Bounding boxes with keypoints

+---+

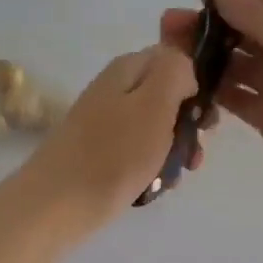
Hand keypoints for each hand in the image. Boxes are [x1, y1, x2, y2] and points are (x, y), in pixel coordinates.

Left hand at [23, 44, 196, 228]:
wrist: (58, 203)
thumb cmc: (114, 153)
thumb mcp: (154, 103)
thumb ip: (175, 72)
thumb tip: (185, 72)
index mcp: (127, 68)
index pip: (174, 59)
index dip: (196, 84)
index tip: (204, 116)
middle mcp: (115, 89)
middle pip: (167, 96)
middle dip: (188, 124)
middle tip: (194, 152)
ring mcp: (106, 122)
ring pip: (156, 128)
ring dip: (174, 150)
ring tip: (176, 175)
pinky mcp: (101, 152)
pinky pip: (139, 152)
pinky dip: (152, 167)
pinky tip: (156, 186)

+---+

- [PROBLEM STATEMENT]
Each line above is to be duplicated exactly, and the pictures are to be omitted.

- [WRITTEN REPLY]
Hand keypoints for each hand in the image. Boxes are [x1, y1, x2, y2] and points are (x, y), in pixel coordinates.

Left hand at [23, 44, 196, 228]:
wrist: (58, 203)
thumb cmc: (114, 153)
thumb mcp: (154, 103)
thumb ip: (175, 72)
thumb tip: (185, 72)
index mcp: (127, 68)
index pip: (174, 59)
index dip: (196, 84)
index tip: (204, 116)
middle mcp: (115, 89)
middle pip: (167, 96)
middle dip: (188, 124)
middle tip: (194, 152)
ring mcp: (106, 122)
ring pip: (156, 128)
ring dip: (174, 150)
ring tip: (176, 175)
pinky mcp: (101, 152)
pinky pip: (139, 152)
pinky dip: (152, 167)
pinky tip: (156, 186)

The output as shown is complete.